No sir, I don't. But I remember that the 4-page datasheet had one. You would have search for it online and download it. There was also an online PDF databook called "Catalog de 5000 diagramas de Amplificadores." Might be in there.
@@OldSchoolElectronics thank you sir. I saw that datasheet in chineese too. But i couldn't understand it
I just downloaded the pdf I mentioned. There seems to be a working circuit in there. Here is a link I found in case you haven't checked it out yet: docs.google.com/viewer?a=v&pid=sites&srcid=ZGVmYXVsdGRvbWFpbnxnZXJhcmRvY3Vyc29zZW5hfGd4Ojc2MzIwMDRlNzhmZGEx
There seem to be other links, too.
You have somewhere in your receiver a short and you need to test where the short is coming from. Another place it could be coming from is your speakers if two wires are touching each other in the inside of your speaker connectors. This will only happen if you don't have connectors in the inside and instead smoldered them in place. That rarely happens when buying one and it blows so take a good luck.
thanks jesse! i plan on getting back on this thing soon. it's in a box somewhere....
The devices can blow open rather than show the short inside them, making testing confusing as many are looking for a short. The reason it blew could be a crossed speaker wire of faulty speaker of lack of air flow during hot running conditions.
First time when I see inside of the stk.
I wish I could have repaired it. I have another complete defective module; I might try to take parts out of this one and put them in in the other one, if I can get the other one open easily enough and remove the transistor dies from this one. Not that it would make sense to do this...
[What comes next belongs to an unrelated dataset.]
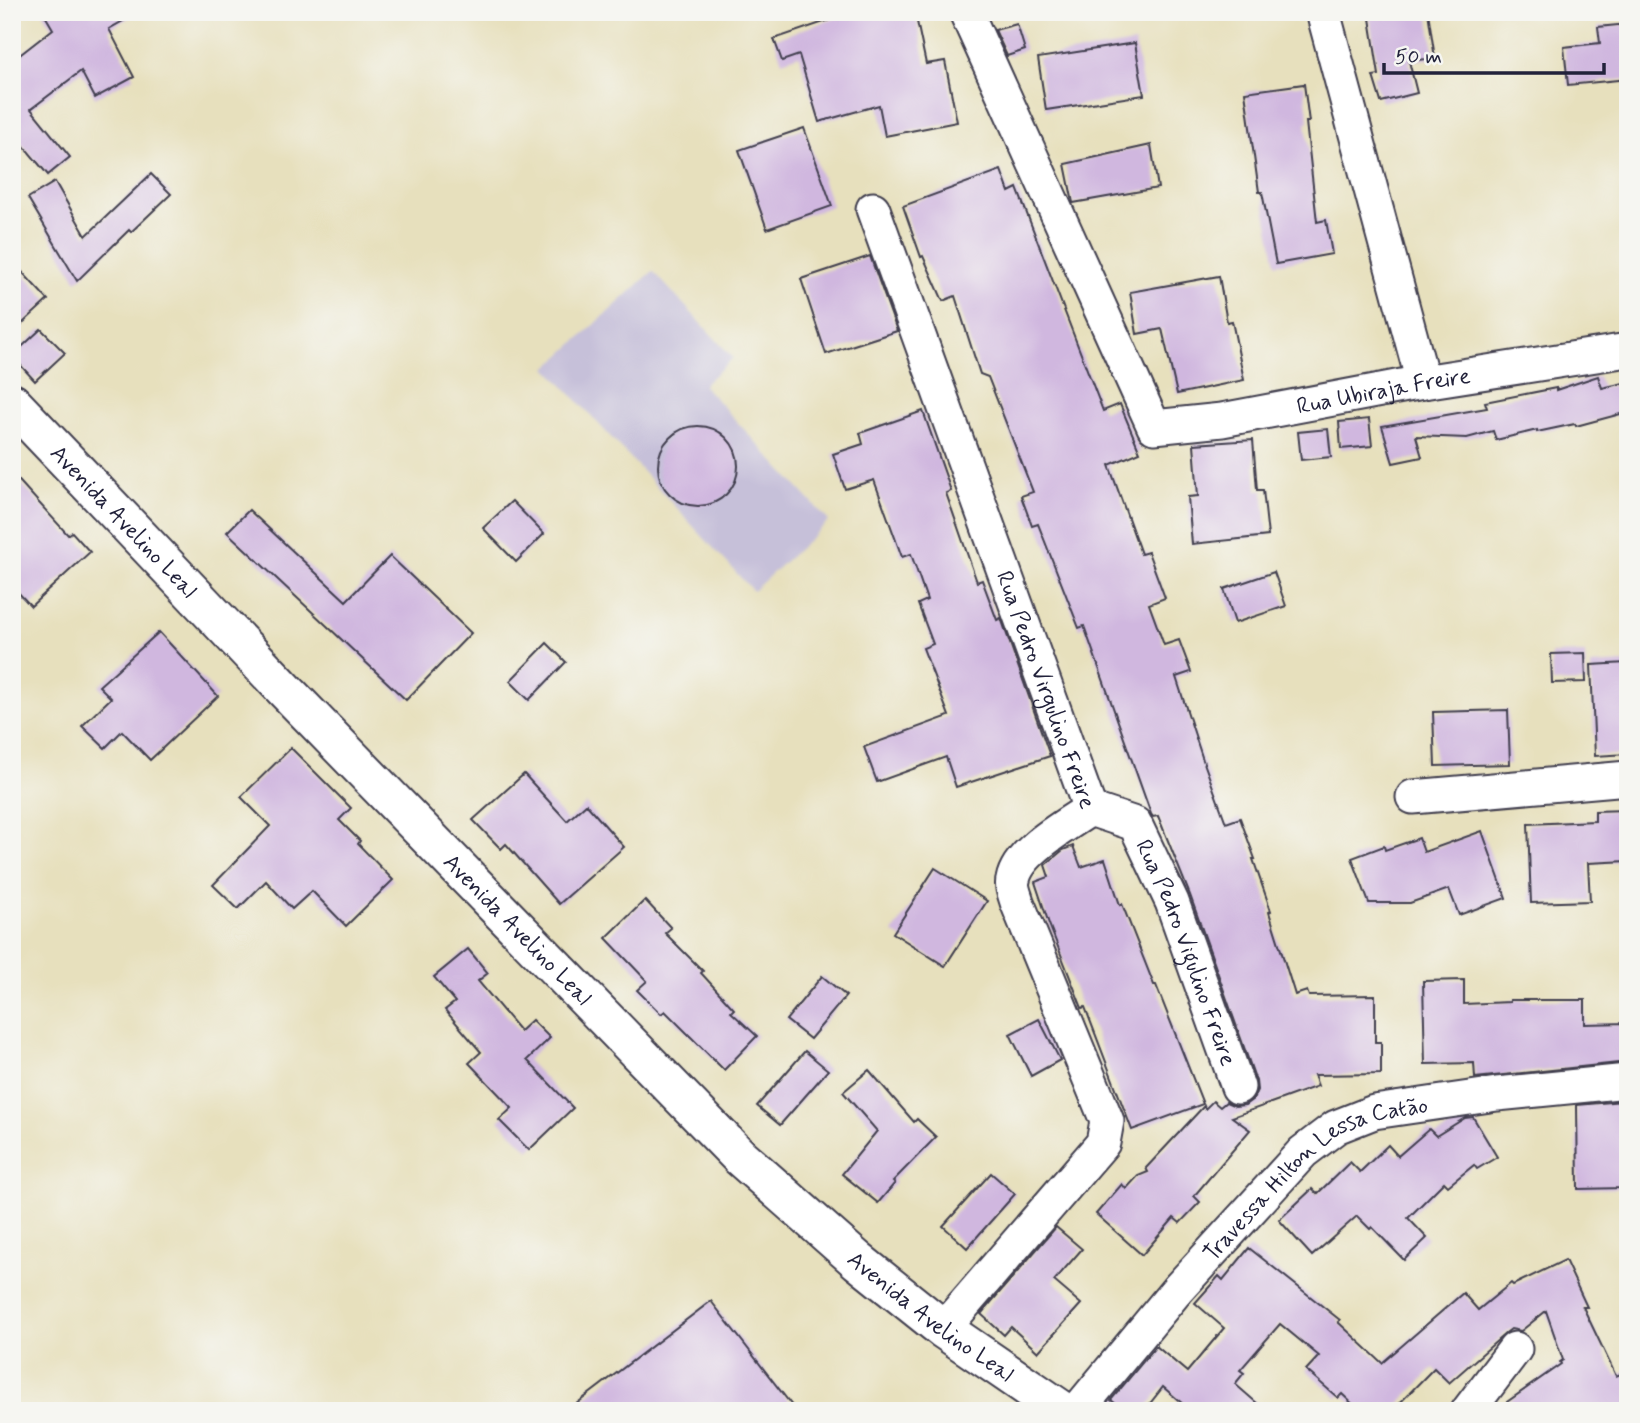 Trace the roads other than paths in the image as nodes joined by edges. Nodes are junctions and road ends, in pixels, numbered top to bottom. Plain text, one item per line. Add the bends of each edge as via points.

Your not testing the transistors. Those things glued to the top are thermistors to detect overheating. The 3 legs of the transistor are soldered beneath, you can follow the tracks out from under them. usually they are the 1st 3 and the last 3 legs of the larger device. I have a blown technics one. I heard they often blow open somewhere in the device rather than measure short at the legs so it can be confusing trying to check them. The replacements are fakes built with cheaper transistors. There is a board available that you can build up a better then original circuit to replace the device rather than use the fake devices.